How China’s Virtual Banks Are Offering Loans to Micro-Businesses Within Minutesby Fintech News Hong Kong August 22, 2019
In China, online lenders are filling the credit gap, leveraging cutting edge technology including artificial intelligence (AI) to make lending decision in just a second.
E-commerce giant Alibaba’s MyBank and Internet conglomerate Tencent’s WeBank, have dramatically changed the domestic financial services landscape and have lent to more than 100 million people so far, including those in rural areas and microbusiness owners, reports Nikkei Asian Review.
Both companies make their lending decisions using AI, processing vast amounts of user data and information gathered from the mobile payment services they operate.
Ant Financial, the financial affiliate of Alibaba, and Tencent, which operates multi-purpose messaging, social networking, and payment platforms, are responsible for more than 90% of smartphone-based payments in China, and handled US$25 trillion worth of transactions in 2018. Each has 1 billion users for their respective mobile payment services.
With the large amount of customer information and data these bigtechs have, they are able to determine individuals’ income and payment ability.
Tencent’s WeBank uses a system for screening loan applications that relies on a user’s payment records, calls and social networking messages via their smartphone. The company then solicits loan applications from users by advertising directly to them through the mobile app. Since users are screened in advance, they can receive the money three minutes after applying.
Founded in 2014 and known for being China’s first Internet bank, WeBank has already offered loans to more than 100 million people, many of whom would have been ineligible for credit at conventional banks.
“The application of AI has made it possible for ordinary people and microbusinesses to gain access to banks,” Wu Haishan, vice general manager of WeBank, said in late June.
Similarly, Alibaba’s MYbank is able to calculate the maximum loan amount, interest rate and default risk of a client using data collected about them.
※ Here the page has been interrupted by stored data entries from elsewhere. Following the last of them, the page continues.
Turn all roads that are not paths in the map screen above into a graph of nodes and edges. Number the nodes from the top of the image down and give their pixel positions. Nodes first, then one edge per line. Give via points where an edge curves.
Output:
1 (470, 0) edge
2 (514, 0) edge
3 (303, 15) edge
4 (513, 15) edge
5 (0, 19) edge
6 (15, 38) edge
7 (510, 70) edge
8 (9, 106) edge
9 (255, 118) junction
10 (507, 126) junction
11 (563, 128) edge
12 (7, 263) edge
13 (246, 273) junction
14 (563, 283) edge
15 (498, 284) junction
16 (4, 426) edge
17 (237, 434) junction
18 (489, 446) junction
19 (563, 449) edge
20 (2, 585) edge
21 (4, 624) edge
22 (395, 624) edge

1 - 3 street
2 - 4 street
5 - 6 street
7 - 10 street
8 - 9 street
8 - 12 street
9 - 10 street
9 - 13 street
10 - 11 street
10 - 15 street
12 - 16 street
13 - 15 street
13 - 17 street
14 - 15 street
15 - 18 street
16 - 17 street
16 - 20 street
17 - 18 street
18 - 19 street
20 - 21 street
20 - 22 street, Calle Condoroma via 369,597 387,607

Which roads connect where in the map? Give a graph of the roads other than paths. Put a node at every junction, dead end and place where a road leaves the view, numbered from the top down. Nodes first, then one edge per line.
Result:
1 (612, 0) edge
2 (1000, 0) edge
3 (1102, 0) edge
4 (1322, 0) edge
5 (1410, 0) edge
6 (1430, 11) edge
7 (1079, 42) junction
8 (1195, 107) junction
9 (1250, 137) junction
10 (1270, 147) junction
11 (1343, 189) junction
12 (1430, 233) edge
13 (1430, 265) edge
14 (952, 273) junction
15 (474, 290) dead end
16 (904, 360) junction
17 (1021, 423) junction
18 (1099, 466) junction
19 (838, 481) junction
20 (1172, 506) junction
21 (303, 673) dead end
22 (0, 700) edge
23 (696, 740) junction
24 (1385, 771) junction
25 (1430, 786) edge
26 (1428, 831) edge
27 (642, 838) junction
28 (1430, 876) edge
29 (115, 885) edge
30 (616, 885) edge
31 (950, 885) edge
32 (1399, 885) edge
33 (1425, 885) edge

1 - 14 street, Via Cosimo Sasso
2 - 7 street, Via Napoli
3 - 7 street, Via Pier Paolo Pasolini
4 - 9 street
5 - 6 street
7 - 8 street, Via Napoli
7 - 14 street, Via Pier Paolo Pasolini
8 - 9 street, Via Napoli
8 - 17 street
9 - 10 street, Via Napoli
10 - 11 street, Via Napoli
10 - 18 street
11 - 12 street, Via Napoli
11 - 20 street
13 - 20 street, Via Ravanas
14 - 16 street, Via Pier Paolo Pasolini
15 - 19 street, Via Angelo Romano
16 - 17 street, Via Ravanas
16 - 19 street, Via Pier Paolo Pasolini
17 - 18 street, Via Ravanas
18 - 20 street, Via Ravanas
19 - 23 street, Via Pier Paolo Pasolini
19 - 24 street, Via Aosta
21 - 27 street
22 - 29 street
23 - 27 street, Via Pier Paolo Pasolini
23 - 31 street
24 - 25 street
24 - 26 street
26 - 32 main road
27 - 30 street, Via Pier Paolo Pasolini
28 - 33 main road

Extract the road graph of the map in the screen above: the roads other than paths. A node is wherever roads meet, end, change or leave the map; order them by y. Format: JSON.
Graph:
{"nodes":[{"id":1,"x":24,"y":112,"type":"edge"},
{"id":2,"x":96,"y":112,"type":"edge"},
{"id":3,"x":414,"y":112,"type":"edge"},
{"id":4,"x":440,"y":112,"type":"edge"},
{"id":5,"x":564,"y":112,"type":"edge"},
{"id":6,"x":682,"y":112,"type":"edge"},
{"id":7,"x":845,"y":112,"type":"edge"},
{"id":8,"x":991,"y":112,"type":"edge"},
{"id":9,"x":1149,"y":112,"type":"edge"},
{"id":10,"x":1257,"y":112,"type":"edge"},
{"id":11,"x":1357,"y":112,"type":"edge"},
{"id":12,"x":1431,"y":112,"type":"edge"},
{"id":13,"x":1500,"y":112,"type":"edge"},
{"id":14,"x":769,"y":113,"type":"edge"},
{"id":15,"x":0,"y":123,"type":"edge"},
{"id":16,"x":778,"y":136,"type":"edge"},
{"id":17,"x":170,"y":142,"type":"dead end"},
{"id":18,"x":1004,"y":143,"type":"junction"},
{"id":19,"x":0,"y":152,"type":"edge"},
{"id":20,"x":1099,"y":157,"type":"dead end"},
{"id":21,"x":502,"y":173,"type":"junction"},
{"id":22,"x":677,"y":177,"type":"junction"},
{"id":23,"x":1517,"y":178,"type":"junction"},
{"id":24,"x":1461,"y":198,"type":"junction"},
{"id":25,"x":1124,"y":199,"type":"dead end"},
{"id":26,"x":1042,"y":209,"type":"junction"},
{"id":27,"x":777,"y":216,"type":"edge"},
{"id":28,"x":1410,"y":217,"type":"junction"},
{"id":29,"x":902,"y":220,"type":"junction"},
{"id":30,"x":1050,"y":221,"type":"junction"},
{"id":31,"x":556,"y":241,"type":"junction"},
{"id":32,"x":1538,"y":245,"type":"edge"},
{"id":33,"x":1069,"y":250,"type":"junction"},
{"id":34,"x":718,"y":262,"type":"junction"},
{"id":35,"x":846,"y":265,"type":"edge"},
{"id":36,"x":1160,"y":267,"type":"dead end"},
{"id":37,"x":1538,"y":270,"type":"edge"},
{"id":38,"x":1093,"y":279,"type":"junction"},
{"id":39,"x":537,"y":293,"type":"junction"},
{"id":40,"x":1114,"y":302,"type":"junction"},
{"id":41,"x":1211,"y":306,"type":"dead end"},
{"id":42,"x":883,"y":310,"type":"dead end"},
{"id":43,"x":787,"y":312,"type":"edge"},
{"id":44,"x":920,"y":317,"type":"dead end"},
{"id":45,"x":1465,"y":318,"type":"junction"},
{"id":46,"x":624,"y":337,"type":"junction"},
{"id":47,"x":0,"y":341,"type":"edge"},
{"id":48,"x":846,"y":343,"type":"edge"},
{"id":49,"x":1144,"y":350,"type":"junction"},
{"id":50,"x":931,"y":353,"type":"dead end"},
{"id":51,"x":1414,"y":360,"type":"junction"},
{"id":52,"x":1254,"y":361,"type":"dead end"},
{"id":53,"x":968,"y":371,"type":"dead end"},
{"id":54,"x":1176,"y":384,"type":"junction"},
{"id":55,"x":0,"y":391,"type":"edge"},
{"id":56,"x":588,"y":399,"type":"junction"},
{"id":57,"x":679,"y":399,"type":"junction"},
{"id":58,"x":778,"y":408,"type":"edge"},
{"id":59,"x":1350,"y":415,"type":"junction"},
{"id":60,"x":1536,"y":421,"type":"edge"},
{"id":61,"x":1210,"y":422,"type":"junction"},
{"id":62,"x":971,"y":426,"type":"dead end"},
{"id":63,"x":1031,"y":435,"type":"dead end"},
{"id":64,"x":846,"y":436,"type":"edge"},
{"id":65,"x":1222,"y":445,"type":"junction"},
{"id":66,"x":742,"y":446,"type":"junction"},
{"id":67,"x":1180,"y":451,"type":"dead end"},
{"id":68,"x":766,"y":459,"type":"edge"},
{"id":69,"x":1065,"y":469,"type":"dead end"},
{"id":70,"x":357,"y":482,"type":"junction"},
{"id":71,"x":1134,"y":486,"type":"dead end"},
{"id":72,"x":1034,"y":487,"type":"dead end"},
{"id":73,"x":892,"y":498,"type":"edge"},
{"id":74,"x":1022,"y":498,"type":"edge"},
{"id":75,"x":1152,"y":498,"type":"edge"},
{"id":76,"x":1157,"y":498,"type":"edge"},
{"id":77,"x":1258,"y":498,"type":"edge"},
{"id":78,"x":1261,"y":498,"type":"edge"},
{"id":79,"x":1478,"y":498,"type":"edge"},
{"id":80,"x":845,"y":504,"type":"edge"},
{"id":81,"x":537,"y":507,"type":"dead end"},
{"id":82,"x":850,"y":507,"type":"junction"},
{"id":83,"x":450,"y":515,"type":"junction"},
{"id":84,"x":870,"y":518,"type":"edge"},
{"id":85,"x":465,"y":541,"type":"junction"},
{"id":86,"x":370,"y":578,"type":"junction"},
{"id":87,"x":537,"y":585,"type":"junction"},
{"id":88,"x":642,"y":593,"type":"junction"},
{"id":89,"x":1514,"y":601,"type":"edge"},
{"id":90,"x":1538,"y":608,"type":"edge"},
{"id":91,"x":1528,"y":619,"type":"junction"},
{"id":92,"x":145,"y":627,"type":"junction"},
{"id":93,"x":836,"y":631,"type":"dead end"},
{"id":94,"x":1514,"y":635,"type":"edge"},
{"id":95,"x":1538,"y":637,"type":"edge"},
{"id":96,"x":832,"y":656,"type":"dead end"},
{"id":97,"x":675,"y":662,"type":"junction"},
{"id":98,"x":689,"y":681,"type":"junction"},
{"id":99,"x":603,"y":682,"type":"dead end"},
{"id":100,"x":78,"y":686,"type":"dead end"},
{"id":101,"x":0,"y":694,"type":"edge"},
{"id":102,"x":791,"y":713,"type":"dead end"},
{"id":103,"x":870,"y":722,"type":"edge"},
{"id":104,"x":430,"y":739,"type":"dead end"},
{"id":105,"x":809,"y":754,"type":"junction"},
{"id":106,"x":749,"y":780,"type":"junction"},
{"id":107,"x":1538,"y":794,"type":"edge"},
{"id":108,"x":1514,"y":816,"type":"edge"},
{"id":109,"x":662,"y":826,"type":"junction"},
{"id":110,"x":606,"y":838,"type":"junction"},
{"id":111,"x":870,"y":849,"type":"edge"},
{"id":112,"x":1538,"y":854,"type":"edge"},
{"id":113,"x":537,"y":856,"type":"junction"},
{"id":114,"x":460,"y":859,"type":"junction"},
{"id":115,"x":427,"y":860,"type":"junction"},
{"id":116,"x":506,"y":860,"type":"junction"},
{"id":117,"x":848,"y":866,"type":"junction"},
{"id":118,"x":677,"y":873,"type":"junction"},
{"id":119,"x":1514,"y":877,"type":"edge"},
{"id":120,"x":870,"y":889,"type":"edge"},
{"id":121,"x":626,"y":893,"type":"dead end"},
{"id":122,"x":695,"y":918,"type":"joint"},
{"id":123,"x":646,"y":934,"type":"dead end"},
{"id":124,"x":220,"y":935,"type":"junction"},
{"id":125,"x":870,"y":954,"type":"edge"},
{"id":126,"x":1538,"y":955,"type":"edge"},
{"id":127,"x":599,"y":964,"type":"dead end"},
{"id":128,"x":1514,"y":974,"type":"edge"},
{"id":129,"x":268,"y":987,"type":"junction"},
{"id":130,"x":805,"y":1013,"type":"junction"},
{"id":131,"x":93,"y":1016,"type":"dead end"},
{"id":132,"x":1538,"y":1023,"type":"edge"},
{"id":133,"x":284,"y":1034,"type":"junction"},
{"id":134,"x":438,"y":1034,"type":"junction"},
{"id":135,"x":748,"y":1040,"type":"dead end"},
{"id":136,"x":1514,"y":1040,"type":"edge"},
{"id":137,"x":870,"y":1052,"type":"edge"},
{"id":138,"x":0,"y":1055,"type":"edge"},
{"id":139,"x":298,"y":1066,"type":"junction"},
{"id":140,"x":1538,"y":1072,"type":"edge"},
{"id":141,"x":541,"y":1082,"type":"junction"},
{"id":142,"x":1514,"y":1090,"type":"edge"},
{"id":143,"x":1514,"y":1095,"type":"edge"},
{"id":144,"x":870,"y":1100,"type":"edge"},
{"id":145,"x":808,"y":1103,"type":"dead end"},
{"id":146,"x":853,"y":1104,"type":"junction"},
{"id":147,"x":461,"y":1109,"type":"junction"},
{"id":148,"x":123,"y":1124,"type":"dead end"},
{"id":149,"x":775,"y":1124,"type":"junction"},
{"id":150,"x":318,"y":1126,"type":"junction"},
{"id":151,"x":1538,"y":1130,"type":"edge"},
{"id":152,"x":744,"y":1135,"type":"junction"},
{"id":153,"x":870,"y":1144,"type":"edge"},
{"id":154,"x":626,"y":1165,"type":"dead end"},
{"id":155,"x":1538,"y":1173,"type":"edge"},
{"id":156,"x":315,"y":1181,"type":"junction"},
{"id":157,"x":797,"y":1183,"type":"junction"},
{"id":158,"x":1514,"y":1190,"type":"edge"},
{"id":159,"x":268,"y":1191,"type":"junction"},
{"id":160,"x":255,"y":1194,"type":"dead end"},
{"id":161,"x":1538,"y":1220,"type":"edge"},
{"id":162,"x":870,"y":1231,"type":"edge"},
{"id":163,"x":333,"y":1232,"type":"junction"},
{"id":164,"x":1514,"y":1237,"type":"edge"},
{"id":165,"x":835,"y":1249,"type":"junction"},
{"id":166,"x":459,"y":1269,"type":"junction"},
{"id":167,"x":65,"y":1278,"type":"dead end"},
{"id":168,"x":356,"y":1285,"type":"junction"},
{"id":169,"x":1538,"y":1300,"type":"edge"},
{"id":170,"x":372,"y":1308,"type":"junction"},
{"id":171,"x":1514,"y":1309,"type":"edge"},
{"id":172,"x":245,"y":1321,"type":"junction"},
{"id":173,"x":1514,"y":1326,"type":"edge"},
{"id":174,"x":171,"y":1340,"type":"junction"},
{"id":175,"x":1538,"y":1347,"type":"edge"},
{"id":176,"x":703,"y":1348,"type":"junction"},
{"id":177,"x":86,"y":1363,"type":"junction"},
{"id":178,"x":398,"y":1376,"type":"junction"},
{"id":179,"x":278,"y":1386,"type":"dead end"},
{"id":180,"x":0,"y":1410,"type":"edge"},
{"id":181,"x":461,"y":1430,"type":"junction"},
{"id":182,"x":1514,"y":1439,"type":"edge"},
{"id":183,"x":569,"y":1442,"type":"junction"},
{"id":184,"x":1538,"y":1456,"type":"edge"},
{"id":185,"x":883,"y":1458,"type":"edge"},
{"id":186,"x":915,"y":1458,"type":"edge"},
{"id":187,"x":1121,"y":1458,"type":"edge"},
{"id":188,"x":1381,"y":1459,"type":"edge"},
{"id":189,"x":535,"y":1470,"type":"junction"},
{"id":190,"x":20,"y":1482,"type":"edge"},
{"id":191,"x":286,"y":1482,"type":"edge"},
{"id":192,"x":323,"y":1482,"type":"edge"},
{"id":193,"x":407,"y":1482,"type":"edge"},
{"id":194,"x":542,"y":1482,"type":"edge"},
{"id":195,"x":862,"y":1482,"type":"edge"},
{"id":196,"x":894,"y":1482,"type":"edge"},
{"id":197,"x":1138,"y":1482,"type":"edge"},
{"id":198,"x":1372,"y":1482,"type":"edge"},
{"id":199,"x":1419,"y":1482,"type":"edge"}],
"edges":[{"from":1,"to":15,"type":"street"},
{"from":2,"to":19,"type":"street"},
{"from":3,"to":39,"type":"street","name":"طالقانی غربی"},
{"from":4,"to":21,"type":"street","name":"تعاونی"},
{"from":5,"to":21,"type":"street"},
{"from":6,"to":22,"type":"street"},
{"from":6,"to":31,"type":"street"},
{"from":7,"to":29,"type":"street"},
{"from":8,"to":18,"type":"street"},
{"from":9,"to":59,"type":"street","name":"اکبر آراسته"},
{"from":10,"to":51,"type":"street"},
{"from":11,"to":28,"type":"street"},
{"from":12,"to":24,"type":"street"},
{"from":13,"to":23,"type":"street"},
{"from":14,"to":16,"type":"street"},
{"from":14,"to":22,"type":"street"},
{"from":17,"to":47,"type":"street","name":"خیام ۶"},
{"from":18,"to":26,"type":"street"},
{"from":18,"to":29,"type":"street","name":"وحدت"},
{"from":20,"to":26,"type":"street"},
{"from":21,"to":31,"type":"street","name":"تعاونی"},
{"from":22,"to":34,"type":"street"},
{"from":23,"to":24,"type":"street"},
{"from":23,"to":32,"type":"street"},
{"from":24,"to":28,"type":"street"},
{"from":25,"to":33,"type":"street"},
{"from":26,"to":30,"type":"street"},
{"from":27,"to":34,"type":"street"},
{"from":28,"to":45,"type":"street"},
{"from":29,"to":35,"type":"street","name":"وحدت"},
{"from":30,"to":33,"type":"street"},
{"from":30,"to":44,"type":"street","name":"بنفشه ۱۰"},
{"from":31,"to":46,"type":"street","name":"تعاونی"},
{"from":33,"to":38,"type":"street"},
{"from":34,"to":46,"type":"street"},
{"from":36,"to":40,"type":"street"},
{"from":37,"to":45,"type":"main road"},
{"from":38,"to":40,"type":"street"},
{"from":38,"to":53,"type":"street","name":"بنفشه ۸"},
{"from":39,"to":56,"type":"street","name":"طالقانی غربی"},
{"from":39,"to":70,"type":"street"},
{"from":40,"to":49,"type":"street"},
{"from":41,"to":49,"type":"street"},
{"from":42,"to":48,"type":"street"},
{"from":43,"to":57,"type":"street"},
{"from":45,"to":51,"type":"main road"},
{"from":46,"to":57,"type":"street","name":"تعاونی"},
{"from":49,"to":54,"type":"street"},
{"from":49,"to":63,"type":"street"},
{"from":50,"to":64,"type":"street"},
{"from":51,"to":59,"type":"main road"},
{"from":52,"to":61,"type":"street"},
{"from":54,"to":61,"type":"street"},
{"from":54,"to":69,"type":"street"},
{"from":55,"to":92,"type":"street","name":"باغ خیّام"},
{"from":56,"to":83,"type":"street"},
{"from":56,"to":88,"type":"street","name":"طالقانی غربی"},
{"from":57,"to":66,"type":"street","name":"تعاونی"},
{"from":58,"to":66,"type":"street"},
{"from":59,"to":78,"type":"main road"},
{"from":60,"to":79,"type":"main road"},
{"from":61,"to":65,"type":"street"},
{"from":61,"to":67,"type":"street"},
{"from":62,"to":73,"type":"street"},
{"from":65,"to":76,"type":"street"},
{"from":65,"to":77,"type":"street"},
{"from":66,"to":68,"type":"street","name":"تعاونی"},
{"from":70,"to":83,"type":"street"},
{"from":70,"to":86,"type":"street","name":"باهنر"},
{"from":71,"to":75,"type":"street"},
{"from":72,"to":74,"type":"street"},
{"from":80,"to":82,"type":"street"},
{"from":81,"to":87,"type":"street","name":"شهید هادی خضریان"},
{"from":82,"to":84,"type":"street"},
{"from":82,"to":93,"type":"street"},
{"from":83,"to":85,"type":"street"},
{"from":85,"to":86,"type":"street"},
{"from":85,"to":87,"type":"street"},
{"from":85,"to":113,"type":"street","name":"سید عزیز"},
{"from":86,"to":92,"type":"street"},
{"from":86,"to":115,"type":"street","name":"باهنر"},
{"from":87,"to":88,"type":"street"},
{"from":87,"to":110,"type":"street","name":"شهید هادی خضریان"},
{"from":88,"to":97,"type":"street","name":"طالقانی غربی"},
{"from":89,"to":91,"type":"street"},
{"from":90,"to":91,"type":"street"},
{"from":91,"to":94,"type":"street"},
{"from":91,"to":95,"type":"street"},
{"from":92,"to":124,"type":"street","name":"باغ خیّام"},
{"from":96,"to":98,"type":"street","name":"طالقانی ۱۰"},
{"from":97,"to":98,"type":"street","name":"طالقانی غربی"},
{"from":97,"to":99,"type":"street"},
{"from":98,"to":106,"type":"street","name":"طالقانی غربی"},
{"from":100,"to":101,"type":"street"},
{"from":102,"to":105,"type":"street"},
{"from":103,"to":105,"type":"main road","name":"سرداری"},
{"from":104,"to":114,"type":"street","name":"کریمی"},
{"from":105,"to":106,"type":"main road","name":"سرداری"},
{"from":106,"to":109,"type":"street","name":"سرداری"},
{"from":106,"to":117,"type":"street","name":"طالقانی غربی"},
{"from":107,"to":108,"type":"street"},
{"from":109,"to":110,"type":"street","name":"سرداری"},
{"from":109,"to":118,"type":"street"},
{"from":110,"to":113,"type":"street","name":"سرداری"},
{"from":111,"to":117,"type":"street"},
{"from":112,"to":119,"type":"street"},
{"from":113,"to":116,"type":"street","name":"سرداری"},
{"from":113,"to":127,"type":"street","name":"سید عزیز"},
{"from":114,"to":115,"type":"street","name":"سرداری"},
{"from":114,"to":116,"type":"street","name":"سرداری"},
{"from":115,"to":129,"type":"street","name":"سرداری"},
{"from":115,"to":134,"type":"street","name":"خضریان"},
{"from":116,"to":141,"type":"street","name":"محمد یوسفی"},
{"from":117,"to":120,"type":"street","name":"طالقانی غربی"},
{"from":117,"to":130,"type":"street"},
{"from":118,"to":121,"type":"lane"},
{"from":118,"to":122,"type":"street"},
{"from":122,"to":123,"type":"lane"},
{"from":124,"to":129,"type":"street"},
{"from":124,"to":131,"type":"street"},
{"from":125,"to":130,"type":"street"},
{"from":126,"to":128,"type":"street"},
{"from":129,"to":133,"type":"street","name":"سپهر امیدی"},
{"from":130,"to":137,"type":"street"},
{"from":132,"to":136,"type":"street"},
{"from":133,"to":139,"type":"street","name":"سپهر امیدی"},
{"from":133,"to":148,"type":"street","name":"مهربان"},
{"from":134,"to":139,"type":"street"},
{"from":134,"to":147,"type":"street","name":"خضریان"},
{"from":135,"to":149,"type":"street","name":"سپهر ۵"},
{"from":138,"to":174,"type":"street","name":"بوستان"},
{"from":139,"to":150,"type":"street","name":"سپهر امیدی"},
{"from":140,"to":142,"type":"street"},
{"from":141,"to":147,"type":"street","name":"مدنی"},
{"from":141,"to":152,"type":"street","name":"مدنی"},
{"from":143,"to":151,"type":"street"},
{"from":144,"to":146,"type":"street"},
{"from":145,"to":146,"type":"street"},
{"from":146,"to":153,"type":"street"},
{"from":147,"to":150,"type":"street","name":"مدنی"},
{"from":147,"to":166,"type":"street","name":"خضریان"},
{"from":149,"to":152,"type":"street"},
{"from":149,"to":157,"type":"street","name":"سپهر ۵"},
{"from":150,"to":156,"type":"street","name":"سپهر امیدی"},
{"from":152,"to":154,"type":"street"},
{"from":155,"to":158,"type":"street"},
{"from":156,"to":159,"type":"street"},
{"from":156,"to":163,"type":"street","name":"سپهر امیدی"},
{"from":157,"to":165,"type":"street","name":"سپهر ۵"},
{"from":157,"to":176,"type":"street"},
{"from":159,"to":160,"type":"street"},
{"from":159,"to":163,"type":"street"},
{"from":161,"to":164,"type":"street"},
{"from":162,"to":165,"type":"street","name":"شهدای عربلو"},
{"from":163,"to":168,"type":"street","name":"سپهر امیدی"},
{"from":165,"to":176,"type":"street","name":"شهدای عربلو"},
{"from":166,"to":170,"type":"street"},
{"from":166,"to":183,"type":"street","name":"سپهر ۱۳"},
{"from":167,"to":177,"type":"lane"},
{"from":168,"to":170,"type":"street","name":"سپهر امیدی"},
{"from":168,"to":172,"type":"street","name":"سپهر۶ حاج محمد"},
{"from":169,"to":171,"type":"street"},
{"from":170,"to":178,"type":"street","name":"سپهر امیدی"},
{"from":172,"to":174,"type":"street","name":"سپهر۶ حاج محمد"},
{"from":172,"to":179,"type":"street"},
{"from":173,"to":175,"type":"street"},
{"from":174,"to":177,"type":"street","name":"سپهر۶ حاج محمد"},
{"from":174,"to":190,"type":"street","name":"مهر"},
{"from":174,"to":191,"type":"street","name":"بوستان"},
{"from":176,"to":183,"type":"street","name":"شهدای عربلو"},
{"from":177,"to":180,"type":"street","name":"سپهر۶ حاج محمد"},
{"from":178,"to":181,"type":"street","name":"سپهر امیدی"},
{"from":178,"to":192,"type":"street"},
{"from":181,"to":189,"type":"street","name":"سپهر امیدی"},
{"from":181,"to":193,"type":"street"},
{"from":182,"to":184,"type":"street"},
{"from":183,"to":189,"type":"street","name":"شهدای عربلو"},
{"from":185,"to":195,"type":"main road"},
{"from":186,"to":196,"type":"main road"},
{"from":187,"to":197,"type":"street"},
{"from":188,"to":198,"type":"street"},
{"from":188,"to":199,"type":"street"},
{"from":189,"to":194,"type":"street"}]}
Using real-time payments data and a risk-management system that analyzes more than 3,000 variables, MYbank has lent 2 trillion yuan (US$290 billion) to nearly 16 million small companies, reports Bloomberg. Borrowers apply via their smartphone with just a few taps and receive the money almost instantly if they’re approved.
MYbank calls its lending procedure “3-1-0” in reference to the three minutes it takes for a loan applicant to insert the necessary information, the one second for the AI to decide whether to extend a loan, and zero, for the number of staff required for that process.
Launched in June 2015, online lender MYbank has so far extended loans to 17 million microbusinesses and other companies. Of those, 80% had never borrowed from banks before. Total lending by MYbank amounts to about 3 trillion yuan (US$425 billion). Both WeBank and MYbank record a default rate of about 1%.
MYbank is 30% owned by Ant Financial which along with Alibaba has provided the online lender with cloud-computing expertise and helped it with big data, AI and facial recognition to facilitate lending, MYbank president has told Reuters.
Besides MYbank, which started by lending to merchants on Alibaba’s Taobao platform, Ant Financial also lends through two other services: Ant Credit Pay and Ant Cash Now. Both target consumers.
WeBank and MYbank are undeniably the two leaders on the market, but competition is rapidly heating up as other bigtechs are looking to tap into the credit gap opportunity.
Baidu-backed aiBank is one of the newcomers to the scene, having officially commenced operation in November 2017. In its first year of operation, the direct digital bank extended a total of 54.5 billion yuan (US$7 billion) in consumer loans and provided 9.1 billion yuan (US$1.2 billion) in financial inclusion to its small and micro-enterprises, according to a report by the Bank for International Settlements.